Low expectations for marriage

So one of the things that bugs me most about premarital counseling and advice that we get from family, friends, pastors, even counselors, is that marriage is not going to be romantic. It can’t be. The romance is going to disappear. That’s just a given. You might as well get used to it. So we start to expect that.

And we get into marriage, something goes a little sideways, and we go, “Oh, well. The honeymoon’s over. So much for that.”

So part of it is we set up these expectations that are so incredibly low, that it’s no wonder that we fail. We’re going to work towards what we believe is possible. And if we’ve been told it’s impossible from the beginning, either from watching our own parents or from people who are trying to give us advice, It’s not going to work.

I think the answer to that is to realize that marriage is actually meant to grow and deepen over time. I mean, you think about it, you marry your best friend. He’s sexy. He’s cute. He’s funny. He’s brilliant.

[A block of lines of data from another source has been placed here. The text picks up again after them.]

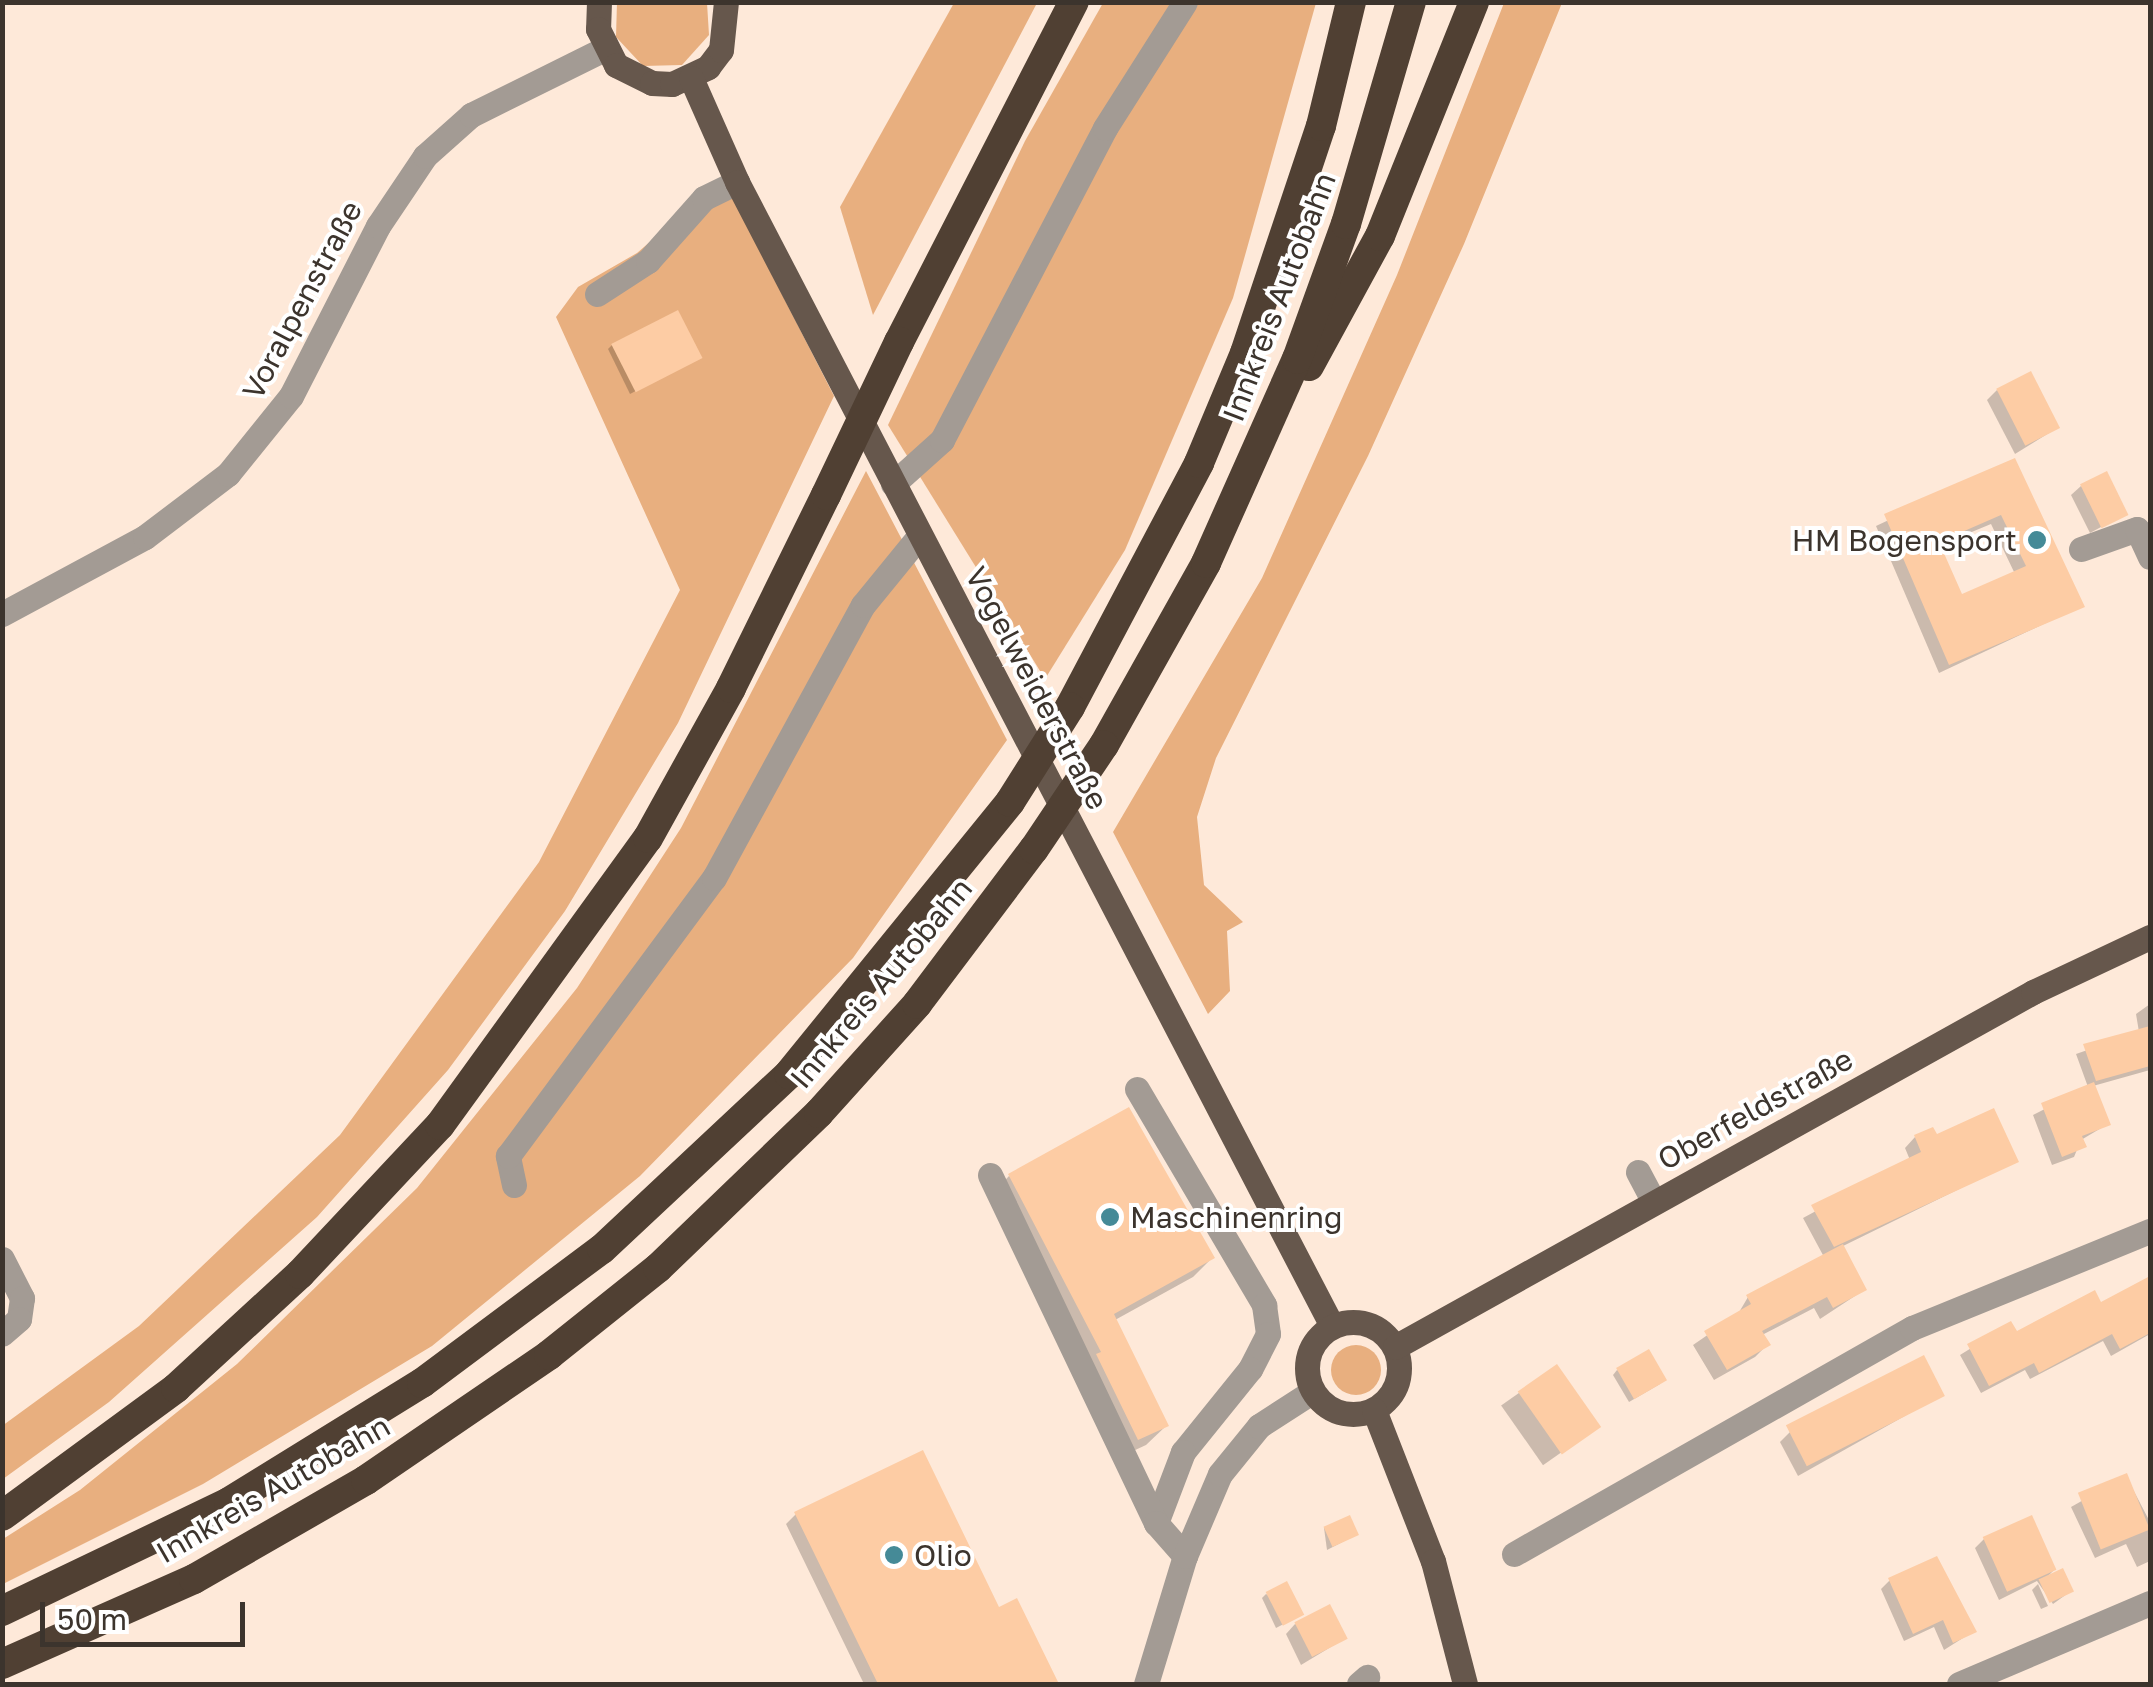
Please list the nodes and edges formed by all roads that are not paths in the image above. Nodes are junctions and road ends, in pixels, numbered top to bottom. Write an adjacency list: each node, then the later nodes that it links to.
1 (599, 2): 8 (main road)
2 (726, 2): 9 (main road)
3 (1074, 2): 31 (highway, bridge)
4 (1185, 2): 13 (street)
5 (1352, 2): 36 (highway, Innkreis Autobahn, bridge)
6 (1411, 2): 12 (highway, Innkreis Autobahn)
7 (1474, 2): 12 (highway)
8 (604, 49): 9 (main road); 17 (street, Voralpenstraße)
9 (691, 78): 10 (main road, Vogelweiderstraße)
10 (738, 182): 11 (street); 13 (main road, Vogelweiderstraße)
11 (598, 294)
12 (1255, 460): 37 (highway, Innkreis Autobahn, bridge)
13 (894, 484): 14 (main road, Vogelweiderstraße)
14 (920, 535): 22 (street); 26 (main road, Vogelweiderstraße)
15 (2081, 549): 16 (street)
16 (2150, 558)
17 (2, 614)
18 (2150, 937): 23 (main road, Oberfeldstraße)
19 (1136, 1089): 32 (street)
20 (1638, 1172): 23 (street)
21 (990, 1176): 32 (street)
22 (514, 1185)
23 (1654, 1202): 28 (main road, Oberfeldstraße)
24 (2150, 1231): 33 (street)
25 (2, 1259): 27 (street)
26 (1332, 1326): 28 (main road); 29 (main road)
27 (2, 1334)
28 (1395, 1347): 30 (main road)
29 (1312, 1390): 30 (main road); 34 (street)
30 (1374, 1410): 39 (main road)
31 (2, 1516)
32 (1156, 1524): 34 (street)
33 (1514, 1554)
34 (1186, 1556): 38 (street)
35 (2150, 1603): 40 (street)
36 (2, 1611)
37 (2, 1664)
38 (1146, 1684)
39 (1466, 1684)
40 (1960, 1684)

You know? And so when you focus on enjoying all those good things about him, and you look at what is it about him that I don’t get and think, “How can I understand that better?” Then you’re actually on a lifelong treasure hunt to find the good in this guy!

And, you know, I really, I’ve got to say a sidebar here. I actually have met guys that have been so wounded that they have put up such strong defenses that they’re actually mean and cruel and all of those things.

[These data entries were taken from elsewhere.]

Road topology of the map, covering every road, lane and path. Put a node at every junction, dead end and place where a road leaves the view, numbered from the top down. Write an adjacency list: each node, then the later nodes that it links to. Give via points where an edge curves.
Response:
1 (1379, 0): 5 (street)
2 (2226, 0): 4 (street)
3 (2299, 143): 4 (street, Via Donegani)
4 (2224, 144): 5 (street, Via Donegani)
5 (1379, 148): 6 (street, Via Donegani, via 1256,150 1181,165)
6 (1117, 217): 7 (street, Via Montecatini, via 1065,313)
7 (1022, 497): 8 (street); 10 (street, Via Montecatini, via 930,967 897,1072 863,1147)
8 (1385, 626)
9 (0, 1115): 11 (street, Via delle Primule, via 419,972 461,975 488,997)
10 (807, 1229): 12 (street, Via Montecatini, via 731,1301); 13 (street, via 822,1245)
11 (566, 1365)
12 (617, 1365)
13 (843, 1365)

But most of the guys … I would say anywhere from 75 to 95% of men are actually really good guys. But they don’t know any more about us than we know about them. And they’ve been told that there’s no way you can understand a woman. They are beyond your ability to comprehend. So men just shake their heads, and they give up.

As women, we know that’s not true. We’re really simple and very straightforward in what it is, but we use a different language than the guy does.

You know, when I was teaching at Azusa Pacific University, I actually would tell my students, “Don’t marry someone that you like where they are now, that they seem to fit you perfect. You want to marry somebody that you want to spend the rest of your life getting to know because it’s going to take that long.”

But it’s a good adventure, and there’s so much good inside. As a spouse, it’s your job to find that treasure.